*Problem*
Pick out every line in the data below that holds "Lake".

Saved data entries:
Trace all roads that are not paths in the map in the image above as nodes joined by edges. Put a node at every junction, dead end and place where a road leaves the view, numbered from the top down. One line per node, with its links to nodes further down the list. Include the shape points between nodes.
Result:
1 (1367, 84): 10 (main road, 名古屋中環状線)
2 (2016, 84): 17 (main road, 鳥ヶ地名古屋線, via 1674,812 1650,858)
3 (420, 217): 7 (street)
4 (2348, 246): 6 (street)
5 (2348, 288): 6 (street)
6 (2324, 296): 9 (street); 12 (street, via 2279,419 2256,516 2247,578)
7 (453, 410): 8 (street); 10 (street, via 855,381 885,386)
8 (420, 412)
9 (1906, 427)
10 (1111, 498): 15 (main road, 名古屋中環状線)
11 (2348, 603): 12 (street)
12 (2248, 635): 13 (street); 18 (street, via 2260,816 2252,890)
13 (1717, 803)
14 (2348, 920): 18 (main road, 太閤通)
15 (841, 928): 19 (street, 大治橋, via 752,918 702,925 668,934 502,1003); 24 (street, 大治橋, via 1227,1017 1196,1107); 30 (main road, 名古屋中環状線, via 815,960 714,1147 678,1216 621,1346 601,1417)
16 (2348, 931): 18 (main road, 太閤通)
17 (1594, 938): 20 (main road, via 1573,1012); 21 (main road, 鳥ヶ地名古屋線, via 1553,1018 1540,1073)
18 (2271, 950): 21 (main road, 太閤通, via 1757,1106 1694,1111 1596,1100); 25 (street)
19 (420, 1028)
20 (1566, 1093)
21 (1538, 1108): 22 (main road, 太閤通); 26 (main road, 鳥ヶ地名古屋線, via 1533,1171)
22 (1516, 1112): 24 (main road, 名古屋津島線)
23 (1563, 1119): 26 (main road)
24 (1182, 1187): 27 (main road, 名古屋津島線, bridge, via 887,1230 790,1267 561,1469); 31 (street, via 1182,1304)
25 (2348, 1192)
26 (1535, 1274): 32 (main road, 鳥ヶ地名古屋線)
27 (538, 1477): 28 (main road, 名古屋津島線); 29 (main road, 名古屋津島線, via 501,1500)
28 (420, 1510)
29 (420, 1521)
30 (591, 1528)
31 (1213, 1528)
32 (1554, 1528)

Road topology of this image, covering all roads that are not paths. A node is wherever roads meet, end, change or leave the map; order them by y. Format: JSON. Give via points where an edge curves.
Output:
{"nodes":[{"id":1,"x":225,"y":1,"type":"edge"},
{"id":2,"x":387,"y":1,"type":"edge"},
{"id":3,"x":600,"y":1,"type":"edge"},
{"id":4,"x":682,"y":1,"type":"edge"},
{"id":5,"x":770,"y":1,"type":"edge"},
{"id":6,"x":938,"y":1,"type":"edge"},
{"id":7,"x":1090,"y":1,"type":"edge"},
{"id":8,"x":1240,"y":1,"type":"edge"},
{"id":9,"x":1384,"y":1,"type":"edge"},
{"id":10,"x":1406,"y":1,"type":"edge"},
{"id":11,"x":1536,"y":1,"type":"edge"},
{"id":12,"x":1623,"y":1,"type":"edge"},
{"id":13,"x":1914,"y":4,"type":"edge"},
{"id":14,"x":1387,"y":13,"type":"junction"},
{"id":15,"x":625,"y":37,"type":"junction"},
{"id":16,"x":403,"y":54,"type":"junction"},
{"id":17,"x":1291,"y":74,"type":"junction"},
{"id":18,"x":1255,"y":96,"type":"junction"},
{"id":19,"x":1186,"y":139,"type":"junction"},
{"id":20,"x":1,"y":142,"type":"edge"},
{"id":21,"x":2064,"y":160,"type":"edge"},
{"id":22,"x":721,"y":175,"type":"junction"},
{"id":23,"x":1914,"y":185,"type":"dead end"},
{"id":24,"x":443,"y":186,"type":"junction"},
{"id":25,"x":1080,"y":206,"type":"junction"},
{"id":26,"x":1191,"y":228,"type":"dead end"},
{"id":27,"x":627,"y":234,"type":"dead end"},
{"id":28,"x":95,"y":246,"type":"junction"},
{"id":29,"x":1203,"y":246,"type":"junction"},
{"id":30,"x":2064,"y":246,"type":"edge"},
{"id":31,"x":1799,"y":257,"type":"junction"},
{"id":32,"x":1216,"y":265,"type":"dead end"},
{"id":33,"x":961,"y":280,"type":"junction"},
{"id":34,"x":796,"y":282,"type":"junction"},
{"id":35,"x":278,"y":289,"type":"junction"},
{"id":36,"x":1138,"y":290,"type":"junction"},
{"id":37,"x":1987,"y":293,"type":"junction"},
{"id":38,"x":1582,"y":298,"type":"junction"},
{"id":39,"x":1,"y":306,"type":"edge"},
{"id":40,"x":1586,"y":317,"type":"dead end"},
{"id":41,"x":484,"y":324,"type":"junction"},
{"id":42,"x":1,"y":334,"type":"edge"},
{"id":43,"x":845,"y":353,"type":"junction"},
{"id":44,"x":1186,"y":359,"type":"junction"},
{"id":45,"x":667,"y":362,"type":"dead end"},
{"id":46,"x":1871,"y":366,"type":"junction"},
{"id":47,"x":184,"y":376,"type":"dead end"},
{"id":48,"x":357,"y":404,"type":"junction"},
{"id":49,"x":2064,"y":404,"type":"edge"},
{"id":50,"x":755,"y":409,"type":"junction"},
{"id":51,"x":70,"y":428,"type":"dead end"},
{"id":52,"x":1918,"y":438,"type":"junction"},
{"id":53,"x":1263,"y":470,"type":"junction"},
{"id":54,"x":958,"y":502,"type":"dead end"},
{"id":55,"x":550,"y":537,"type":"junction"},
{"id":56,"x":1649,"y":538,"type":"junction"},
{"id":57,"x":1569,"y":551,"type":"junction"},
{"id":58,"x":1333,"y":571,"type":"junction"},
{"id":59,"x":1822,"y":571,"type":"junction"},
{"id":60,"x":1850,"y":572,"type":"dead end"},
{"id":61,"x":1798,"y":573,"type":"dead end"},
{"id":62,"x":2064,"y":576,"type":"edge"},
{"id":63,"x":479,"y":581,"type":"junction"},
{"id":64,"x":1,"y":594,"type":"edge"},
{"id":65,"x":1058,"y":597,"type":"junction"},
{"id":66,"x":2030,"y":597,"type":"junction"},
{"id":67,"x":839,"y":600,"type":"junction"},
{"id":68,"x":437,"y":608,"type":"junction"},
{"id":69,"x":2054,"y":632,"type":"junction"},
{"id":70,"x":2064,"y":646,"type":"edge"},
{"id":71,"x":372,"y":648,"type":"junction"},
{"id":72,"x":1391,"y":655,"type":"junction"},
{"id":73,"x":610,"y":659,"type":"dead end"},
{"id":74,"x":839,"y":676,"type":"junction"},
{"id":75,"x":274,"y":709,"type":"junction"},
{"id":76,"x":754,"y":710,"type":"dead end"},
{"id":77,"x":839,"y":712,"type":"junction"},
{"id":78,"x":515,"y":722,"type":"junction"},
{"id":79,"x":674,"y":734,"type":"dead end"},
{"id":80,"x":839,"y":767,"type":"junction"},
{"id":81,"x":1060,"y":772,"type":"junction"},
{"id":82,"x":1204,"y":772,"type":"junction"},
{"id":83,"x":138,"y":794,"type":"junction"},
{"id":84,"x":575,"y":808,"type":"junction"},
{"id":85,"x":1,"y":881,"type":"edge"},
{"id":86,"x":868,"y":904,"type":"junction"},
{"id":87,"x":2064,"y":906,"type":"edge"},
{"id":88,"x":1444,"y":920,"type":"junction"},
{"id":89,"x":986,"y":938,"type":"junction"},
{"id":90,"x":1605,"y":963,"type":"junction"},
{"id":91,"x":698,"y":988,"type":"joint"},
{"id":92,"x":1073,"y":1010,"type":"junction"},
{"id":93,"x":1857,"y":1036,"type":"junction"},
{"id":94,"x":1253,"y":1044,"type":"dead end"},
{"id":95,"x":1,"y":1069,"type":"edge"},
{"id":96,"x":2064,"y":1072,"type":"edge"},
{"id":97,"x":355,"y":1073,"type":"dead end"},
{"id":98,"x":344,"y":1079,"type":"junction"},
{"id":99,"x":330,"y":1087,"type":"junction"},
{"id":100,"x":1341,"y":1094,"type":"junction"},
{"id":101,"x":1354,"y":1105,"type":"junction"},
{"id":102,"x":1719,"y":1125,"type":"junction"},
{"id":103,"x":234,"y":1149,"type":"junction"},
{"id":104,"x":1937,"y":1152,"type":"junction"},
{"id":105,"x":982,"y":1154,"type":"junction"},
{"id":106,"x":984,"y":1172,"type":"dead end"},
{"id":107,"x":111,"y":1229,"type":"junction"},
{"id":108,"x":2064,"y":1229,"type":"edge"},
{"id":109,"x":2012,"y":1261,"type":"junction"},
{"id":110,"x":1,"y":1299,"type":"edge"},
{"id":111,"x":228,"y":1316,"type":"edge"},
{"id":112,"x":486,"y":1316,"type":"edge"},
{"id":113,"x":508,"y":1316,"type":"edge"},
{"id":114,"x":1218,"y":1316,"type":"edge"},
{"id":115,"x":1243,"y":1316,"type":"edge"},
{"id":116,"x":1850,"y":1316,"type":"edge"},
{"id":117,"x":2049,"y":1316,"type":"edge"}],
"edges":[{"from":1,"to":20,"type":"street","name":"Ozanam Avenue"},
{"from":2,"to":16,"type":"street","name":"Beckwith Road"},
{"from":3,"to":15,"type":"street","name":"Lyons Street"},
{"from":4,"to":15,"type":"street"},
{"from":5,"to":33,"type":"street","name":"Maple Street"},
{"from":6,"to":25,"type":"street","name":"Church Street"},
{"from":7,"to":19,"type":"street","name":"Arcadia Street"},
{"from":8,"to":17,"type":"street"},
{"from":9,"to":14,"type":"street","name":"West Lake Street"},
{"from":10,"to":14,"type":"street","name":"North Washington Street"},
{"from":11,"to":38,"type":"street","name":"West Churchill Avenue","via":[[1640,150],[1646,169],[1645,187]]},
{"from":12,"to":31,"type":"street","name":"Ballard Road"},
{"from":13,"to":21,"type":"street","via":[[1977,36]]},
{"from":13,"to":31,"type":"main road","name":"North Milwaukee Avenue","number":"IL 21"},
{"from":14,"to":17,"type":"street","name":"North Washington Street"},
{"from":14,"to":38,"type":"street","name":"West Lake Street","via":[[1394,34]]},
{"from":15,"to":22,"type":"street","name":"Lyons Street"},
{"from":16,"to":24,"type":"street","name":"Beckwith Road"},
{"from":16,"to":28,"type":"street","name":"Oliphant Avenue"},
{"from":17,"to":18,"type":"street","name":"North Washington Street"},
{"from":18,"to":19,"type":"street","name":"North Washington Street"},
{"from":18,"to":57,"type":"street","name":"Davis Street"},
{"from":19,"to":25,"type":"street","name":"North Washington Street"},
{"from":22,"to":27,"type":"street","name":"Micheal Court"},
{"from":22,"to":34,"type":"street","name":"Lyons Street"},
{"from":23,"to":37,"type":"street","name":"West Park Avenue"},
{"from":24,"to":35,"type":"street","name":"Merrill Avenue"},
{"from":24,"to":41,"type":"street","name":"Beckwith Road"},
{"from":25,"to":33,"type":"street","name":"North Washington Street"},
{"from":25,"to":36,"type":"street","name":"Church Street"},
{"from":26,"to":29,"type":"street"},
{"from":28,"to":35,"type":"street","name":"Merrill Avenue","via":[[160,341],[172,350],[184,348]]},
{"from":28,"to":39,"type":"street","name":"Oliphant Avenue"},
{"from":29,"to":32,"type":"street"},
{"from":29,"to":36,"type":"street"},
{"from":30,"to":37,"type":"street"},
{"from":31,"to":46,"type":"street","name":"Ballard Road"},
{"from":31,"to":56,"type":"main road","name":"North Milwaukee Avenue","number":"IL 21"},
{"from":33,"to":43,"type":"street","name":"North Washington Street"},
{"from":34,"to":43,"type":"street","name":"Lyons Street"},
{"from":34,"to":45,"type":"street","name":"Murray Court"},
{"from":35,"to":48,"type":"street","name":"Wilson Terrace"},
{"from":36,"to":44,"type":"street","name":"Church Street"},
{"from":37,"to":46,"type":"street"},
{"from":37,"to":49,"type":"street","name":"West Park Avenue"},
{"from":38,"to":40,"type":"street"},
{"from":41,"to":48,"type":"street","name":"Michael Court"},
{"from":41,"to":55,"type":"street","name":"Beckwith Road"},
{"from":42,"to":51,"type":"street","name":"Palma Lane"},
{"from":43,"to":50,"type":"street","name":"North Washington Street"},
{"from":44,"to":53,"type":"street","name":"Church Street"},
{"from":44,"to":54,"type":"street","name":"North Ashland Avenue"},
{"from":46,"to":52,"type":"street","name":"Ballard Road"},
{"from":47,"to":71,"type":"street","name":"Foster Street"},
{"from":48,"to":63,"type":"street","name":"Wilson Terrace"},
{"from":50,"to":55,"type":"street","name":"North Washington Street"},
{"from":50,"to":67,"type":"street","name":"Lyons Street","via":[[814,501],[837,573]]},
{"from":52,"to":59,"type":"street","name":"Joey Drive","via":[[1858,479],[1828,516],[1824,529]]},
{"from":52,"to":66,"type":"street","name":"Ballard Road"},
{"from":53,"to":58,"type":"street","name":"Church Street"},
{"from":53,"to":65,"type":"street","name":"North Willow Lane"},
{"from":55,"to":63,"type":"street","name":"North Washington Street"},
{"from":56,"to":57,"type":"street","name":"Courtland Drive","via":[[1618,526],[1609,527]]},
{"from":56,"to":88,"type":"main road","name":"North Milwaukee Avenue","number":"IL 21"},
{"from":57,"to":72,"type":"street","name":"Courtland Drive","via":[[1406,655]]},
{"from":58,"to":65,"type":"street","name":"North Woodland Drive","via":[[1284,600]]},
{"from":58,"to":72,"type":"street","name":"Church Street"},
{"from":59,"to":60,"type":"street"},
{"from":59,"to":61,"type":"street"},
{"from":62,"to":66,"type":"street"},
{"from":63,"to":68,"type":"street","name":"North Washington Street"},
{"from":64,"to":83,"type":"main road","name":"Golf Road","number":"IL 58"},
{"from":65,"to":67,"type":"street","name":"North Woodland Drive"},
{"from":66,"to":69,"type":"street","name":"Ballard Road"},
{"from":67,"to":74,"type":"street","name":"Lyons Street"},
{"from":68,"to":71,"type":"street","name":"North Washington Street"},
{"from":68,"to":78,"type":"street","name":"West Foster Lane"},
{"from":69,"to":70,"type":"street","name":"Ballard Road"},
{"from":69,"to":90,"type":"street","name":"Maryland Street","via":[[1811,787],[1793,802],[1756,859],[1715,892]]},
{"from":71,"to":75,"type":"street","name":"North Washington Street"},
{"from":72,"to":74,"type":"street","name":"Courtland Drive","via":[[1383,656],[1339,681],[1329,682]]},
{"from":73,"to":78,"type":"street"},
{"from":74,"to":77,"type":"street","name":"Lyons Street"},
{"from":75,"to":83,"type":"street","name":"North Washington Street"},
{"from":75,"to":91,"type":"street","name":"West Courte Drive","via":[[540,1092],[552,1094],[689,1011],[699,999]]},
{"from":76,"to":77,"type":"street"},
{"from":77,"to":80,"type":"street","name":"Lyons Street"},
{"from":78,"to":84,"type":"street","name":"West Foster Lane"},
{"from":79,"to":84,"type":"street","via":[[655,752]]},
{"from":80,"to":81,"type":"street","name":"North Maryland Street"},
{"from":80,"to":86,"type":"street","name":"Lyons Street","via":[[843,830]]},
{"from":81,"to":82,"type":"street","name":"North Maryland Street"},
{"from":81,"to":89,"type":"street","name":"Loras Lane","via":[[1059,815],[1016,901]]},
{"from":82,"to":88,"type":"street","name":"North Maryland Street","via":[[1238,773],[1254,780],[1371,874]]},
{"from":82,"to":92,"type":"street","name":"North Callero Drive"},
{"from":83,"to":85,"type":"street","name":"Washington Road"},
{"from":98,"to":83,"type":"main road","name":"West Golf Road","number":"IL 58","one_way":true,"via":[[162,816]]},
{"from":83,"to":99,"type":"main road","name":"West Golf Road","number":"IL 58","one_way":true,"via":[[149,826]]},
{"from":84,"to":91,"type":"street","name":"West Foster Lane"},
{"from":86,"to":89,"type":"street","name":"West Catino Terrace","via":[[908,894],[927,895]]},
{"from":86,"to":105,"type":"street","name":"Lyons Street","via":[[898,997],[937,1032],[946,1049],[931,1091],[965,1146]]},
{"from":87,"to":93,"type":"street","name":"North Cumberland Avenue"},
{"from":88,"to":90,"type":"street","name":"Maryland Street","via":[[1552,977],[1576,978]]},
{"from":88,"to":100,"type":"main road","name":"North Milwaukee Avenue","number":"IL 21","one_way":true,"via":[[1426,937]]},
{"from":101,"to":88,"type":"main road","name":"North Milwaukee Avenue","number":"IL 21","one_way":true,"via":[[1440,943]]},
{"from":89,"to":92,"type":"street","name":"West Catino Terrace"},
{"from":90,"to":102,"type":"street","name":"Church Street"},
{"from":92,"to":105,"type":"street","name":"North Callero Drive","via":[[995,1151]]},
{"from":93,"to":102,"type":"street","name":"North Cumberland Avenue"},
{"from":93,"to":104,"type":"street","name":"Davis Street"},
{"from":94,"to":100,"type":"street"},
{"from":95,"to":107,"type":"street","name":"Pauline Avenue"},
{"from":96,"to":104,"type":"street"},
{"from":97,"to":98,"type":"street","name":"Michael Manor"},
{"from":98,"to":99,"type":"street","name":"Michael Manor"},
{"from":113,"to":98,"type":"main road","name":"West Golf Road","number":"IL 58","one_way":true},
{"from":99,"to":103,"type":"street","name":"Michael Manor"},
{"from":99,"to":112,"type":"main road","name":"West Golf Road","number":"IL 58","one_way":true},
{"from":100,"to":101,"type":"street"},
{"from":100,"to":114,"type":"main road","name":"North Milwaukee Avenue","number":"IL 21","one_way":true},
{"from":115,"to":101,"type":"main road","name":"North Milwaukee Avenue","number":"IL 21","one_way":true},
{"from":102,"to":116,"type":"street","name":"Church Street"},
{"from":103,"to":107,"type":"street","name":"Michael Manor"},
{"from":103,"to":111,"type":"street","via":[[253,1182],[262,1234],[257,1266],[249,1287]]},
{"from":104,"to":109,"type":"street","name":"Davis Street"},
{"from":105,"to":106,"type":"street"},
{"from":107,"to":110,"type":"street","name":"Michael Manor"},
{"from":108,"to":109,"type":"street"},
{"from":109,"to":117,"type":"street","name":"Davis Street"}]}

*Solution for this task*
{"from":9,"to":14,"type":"street","name":"West Lake Street"},
{"from":14,"to":38,"type":"street","name":"West Lake Street","via":[[1394,34]]},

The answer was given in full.